* WORK TASK *
Return the data below exactly as given, except for the images.

* MATERIAL SUPPLIED *
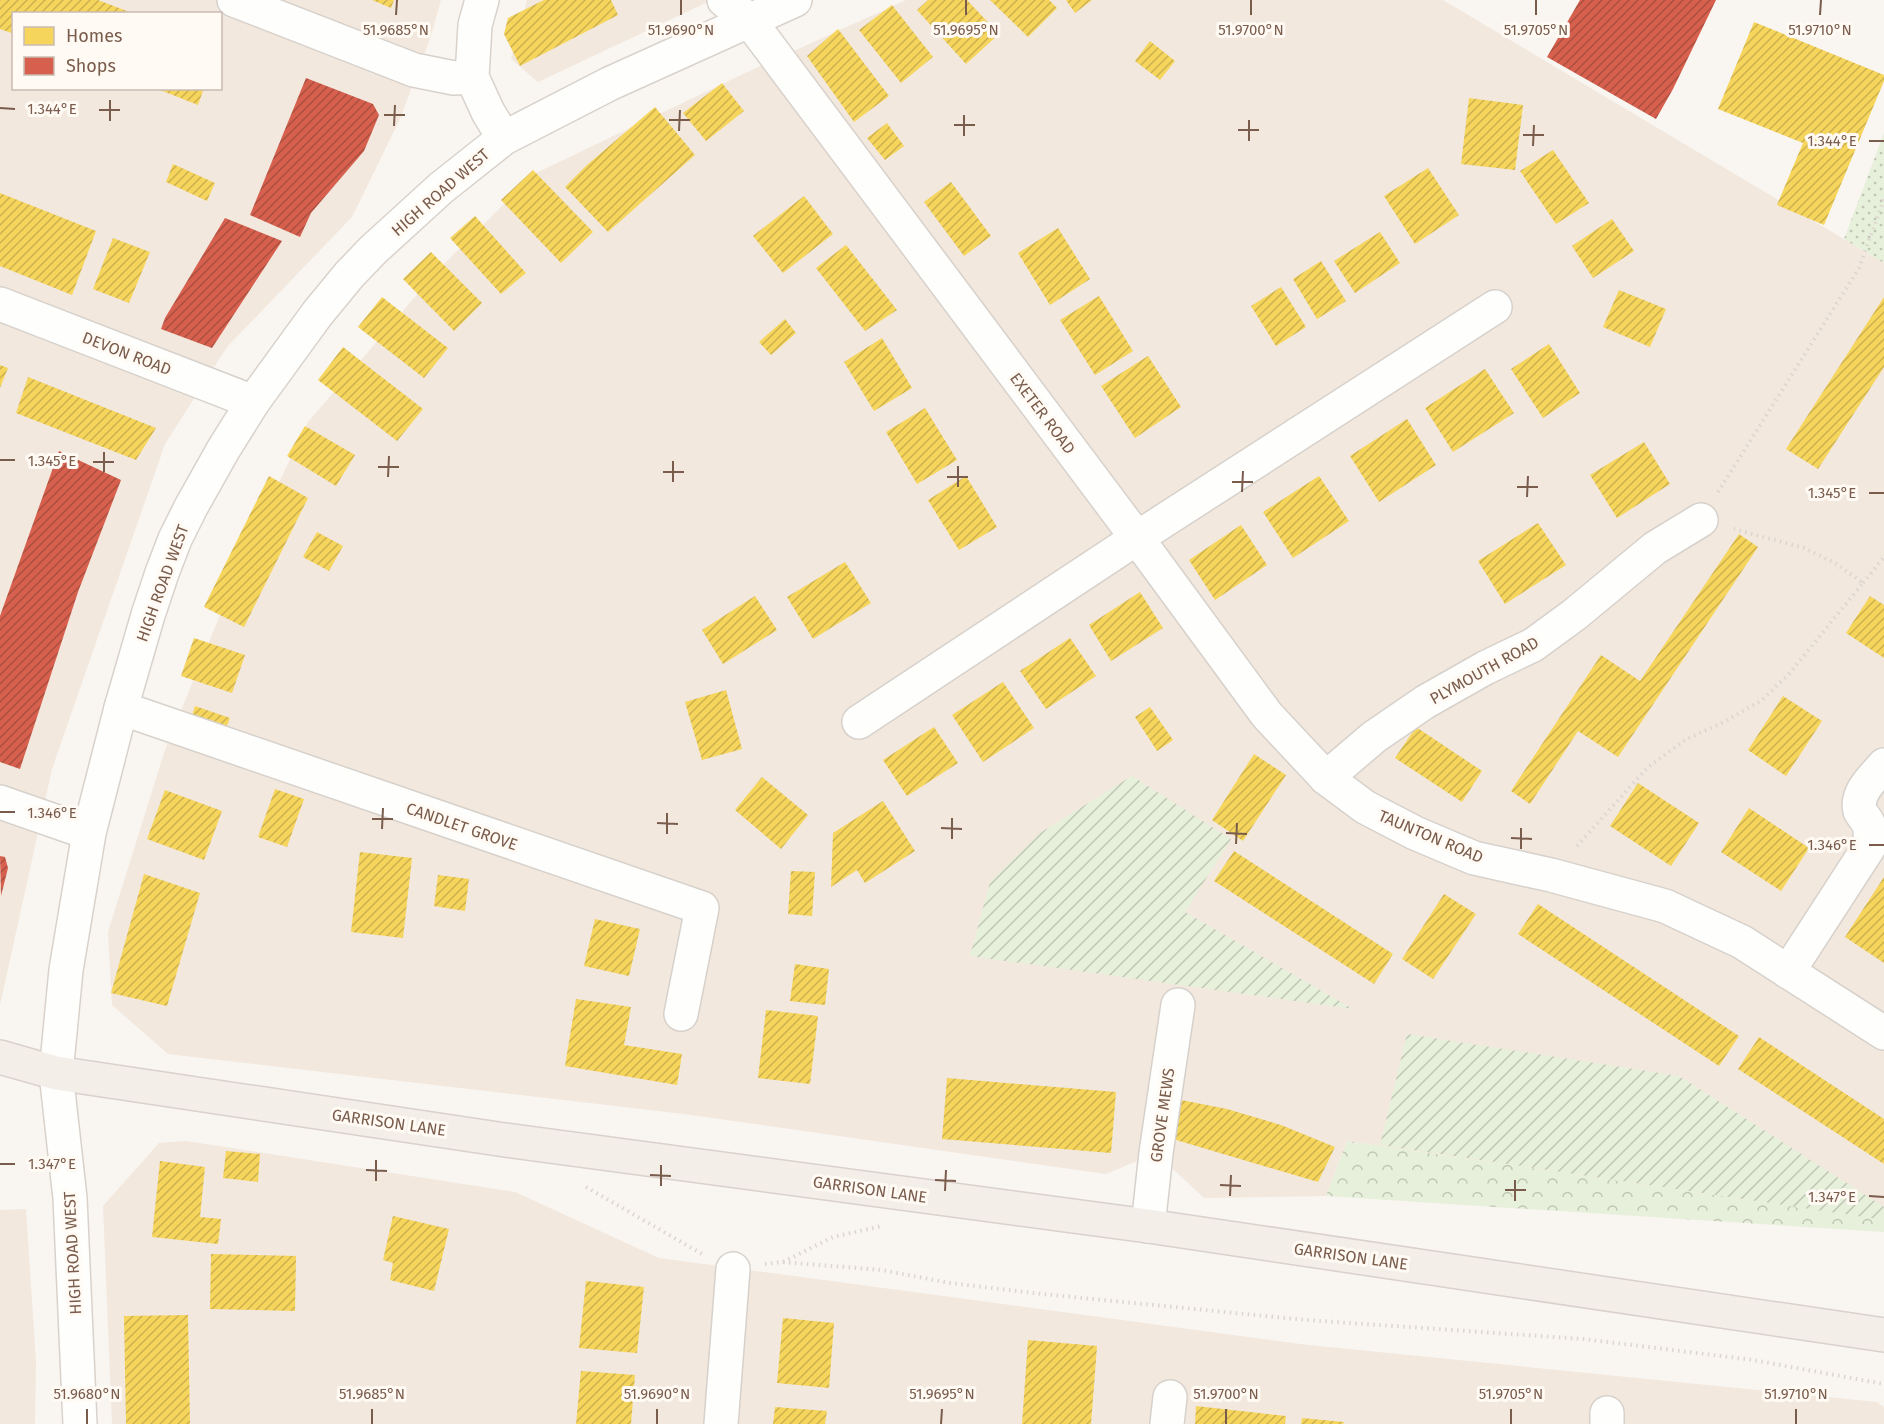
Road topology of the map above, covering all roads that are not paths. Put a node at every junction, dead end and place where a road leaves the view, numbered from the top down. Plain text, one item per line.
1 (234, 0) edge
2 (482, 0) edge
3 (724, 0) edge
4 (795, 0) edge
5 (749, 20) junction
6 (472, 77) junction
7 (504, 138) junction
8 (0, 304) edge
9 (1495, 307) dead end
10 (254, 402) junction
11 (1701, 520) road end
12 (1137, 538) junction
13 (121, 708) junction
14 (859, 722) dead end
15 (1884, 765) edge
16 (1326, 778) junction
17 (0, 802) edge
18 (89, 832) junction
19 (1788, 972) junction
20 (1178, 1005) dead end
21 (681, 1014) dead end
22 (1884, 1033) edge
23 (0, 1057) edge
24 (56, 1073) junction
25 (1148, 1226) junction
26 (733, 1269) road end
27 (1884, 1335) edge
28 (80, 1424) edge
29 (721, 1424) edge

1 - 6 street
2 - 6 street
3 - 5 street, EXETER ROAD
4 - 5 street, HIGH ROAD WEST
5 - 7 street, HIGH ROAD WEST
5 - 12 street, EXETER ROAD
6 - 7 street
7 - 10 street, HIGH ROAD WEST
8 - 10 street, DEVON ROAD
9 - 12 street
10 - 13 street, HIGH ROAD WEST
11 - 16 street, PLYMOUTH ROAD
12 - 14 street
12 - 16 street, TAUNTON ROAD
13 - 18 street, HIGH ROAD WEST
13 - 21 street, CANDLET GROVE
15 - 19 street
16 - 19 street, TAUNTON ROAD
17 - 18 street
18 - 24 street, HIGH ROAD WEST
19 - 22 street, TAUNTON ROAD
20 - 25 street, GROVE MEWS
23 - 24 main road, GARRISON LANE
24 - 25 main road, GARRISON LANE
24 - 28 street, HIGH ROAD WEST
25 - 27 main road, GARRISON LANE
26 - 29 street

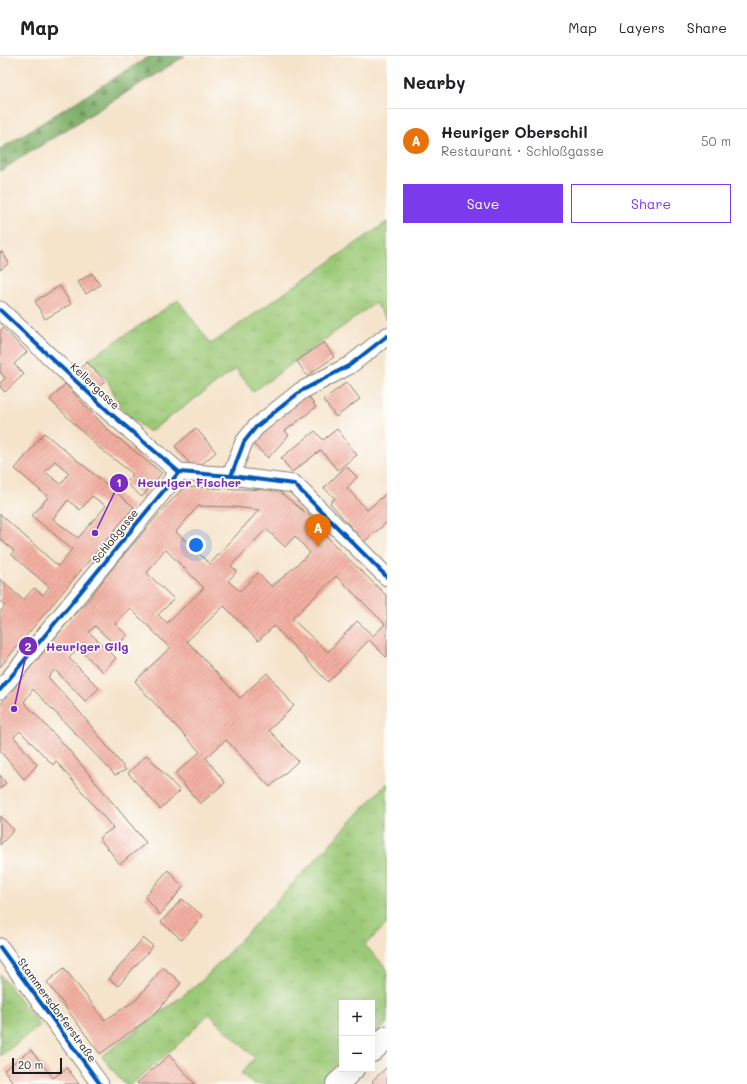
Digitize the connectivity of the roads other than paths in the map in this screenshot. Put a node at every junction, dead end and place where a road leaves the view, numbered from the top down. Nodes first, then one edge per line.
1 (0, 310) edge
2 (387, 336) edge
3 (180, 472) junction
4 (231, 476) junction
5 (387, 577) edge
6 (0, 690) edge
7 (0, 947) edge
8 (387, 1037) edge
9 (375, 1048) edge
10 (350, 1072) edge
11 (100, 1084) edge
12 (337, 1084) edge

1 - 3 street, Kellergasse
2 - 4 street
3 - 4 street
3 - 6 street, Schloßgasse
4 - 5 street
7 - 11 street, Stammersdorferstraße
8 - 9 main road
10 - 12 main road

* TASK ANSWER *
Road topology of the map above, covering all roads that are not paths. Put a node at every junction, dead end and place where a road leaves the view, numbered from the top down. Plain text, one item per line.
1 (234, 0) edge
2 (482, 0) edge
3 (724, 0) edge
4 (795, 0) edge
5 (749, 20) junction
6 (472, 77) junction
7 (504, 138) junction
8 (0, 304) edge
9 (1495, 307) dead end
10 (254, 402) junction
11 (1701, 520) road end
12 (1137, 538) junction
13 (121, 708) junction
14 (859, 722) dead end
15 (1884, 765) edge
16 (1326, 778) junction
17 (0, 802) edge
18 (89, 832) junction
19 (1788, 972) junction
20 (1178, 1005) dead end
21 (681, 1014) dead end
22 (1884, 1033) edge
23 (0, 1057) edge
24 (56, 1073) junction
25 (1148, 1226) junction
26 (733, 1269) road end
27 (1884, 1335) edge
28 (80, 1424) edge
29 (721, 1424) edge

1 - 6 street
2 - 6 street
3 - 5 street, EXETER ROAD
4 - 5 street, HIGH ROAD WEST
5 - 7 street, HIGH ROAD WEST
5 - 12 street, EXETER ROAD
6 - 7 street
7 - 10 street, HIGH ROAD WEST
8 - 10 street, DEVON ROAD
9 - 12 street
10 - 13 street, HIGH ROAD WEST
11 - 16 street, PLYMOUTH ROAD
12 - 14 street
12 - 16 street, TAUNTON ROAD
13 - 18 street, HIGH ROAD WEST
13 - 21 street, CANDLET GROVE
15 - 19 street
16 - 19 street, TAUNTON ROAD
17 - 18 street
18 - 24 street, HIGH ROAD WEST
19 - 22 street, TAUNTON ROAD
20 - 25 street, GROVE MEWS
23 - 24 main road, GARRISON LANE
24 - 25 main road, GARRISON LANE
24 - 28 street, HIGH ROAD WEST
25 - 27 main road, GARRISON LANE
26 - 29 street

Digitize the connectivity of the roads other than paths in the map in this screenshot. Put a node at every junction, dead end and place where a road leaves the view, numbered from the top down. Nodes first, then one edge per line.
1 (0, 310) edge
2 (387, 336) edge
3 (180, 472) junction
4 (231, 476) junction
5 (387, 577) edge
6 (0, 690) edge
7 (0, 947) edge
8 (387, 1037) edge
9 (375, 1048) edge
10 (350, 1072) edge
11 (100, 1084) edge
12 (337, 1084) edge

1 - 3 street, Kellergasse
2 - 4 street
3 - 4 street
3 - 6 street, Schloßgasse
4 - 5 street
7 - 11 street, Stammersdorferstraße
8 - 9 main road
10 - 12 main road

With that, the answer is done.